Paul Curtis at Alien and Sedition has traded posts with
Chris Floyd at Empire Burlesque on whether Greenwald's thesis that Bush's Good vs. Evil thinking has laid low the American experiment.
From Chris Floyd on the assumption:
that we can somehow eradicate the inherent irrationality and imperfection of the human mind through "foundational work" and disseminating new "meta-frames" amongst the populace, then again, I'm not sure how far we'll get with that.
I have to agree. Such faith in reason reinforces the "liberal elite" stereotype that George Lakoff has criticized, that we believe somehow the truth will set men free. The GOP does not believe that. For Republican P.R. shops, truth and lies are morally equivalent and equally useful for advancing the agenda. They have been rather successful in promoting their brand by using propaganda and advertising techniques that target the non-rational mind. (See: Frank Luntz.) They appeal first to people's guts, not their heads.
As I recall, in "The Closing of the American Mind" Allan Bloom lamented how Americans tend to believe they came up with their ideas and feelings about the world themselves, oblivious to the political and philosophical (often foreign and centuries-old) debates that undergird "their" thinking. But we face a problem of practical politics today. The spinmeisters have used that lack of historical reference and their media access to retrain minds: make them think your way and make them think it's
their idea. Explaining Manicheanism to voters or debating whether it was present even during the Cold War is beside the point. It matters more that people think and feel what they do than how they arrived there.

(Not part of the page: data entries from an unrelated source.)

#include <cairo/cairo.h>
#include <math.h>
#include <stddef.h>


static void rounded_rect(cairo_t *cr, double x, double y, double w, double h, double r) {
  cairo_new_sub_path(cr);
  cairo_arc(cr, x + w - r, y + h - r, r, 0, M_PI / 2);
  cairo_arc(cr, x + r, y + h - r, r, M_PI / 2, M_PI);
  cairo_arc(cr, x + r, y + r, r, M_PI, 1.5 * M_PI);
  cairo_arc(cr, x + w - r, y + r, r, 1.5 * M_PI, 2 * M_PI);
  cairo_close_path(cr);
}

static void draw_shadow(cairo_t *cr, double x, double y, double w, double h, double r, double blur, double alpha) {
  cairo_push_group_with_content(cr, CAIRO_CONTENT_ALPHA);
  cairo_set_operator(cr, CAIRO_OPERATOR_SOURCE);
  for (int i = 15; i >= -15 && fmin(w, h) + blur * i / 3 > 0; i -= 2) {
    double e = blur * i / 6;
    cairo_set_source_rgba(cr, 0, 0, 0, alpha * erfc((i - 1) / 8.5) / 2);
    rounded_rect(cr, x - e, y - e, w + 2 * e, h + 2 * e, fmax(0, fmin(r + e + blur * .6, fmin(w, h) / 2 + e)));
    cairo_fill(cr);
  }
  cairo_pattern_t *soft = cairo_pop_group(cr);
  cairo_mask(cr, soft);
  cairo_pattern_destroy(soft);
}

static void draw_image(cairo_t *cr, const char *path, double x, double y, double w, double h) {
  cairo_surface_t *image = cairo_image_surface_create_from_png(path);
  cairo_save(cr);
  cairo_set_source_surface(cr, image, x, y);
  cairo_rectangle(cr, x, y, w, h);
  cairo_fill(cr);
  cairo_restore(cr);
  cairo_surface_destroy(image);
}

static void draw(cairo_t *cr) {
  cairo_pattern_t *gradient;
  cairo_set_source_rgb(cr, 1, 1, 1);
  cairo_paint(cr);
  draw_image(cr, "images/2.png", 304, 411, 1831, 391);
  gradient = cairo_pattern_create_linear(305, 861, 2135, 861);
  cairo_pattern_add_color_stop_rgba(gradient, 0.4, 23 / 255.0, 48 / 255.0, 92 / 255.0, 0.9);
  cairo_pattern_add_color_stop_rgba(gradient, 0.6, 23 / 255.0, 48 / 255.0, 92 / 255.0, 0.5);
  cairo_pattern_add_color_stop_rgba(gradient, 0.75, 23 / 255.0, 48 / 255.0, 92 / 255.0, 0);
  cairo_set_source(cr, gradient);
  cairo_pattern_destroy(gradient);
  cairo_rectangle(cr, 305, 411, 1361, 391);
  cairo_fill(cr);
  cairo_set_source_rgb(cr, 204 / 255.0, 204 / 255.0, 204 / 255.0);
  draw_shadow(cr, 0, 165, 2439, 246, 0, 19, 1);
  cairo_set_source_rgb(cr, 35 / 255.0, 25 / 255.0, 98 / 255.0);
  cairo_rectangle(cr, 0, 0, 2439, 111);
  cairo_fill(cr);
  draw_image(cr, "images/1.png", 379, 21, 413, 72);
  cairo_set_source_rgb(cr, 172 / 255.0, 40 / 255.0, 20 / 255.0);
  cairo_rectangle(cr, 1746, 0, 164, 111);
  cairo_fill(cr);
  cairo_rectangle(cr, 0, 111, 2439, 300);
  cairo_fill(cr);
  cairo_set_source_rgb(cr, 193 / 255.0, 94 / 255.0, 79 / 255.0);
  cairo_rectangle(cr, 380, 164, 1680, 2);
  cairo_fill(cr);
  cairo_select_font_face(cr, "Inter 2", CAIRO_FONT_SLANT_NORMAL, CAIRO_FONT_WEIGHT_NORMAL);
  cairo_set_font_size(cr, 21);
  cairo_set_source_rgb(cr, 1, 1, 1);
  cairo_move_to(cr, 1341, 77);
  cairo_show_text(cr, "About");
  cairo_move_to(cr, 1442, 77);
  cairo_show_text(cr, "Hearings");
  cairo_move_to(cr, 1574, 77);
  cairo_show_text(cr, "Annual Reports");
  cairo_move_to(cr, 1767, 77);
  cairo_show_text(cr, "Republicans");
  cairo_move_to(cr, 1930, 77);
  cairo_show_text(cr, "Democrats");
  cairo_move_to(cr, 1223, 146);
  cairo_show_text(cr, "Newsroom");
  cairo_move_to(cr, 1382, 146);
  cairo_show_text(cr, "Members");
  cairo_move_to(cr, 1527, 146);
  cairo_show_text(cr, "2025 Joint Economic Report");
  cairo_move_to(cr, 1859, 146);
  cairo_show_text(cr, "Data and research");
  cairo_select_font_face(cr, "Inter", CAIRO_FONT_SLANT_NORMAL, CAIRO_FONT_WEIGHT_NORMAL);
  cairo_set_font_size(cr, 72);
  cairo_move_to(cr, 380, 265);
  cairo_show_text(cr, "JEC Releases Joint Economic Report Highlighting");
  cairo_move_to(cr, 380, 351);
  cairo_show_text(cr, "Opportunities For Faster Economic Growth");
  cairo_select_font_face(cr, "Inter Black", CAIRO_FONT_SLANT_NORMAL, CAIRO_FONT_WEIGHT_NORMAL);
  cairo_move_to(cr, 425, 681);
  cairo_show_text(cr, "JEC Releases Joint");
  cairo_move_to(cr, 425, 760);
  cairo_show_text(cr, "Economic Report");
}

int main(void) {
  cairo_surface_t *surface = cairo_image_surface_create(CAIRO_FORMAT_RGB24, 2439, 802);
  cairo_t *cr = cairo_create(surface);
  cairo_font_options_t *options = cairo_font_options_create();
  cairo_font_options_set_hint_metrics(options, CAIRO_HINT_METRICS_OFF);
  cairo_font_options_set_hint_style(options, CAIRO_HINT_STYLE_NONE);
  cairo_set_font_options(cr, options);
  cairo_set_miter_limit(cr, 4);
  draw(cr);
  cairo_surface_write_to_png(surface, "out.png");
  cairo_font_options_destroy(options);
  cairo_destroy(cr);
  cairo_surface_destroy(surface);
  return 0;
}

As important as it is, in a sound bite culture progressive "foundational work" will include efforts much less lofty than a colloquy on Manicheanism and the future of the republic. It will be much grittier, and done with an eye to how little reason really has to do with how people choose leaders and their political philosophies. We have to learn to communicate in words
and pictures. We have to change how voters think by first understanding and changing how they
feel.
Like it or not, it's the way things are. In many ways, we have to get out of our heads and out of our own way. We have to take our meta-frames (that should be in ironic double, double quotes) to the streets and to the people. They won't come to us here in cyberspace in the numbers we need to win.
Many of us - like Greenwald - use our blogs to help reason out the best strategies for doing that and for countering the conservative agenda. We are in some sense the think tanks. We may or may not be the ones who do that grunt work (I do both), but it must be done and we must enable, support and encourage those who do.
While we yearn for new visionary Jeffersons and Madisons, it took the Washingtons to till the soil with blood before democracy could be harvested. That's a more dramatic description than today's situation, but the principle is the same. We need to have boots on the ground in our towns and neighborhoods winning hearts, not minds. Win people's hearts and their minds will follow.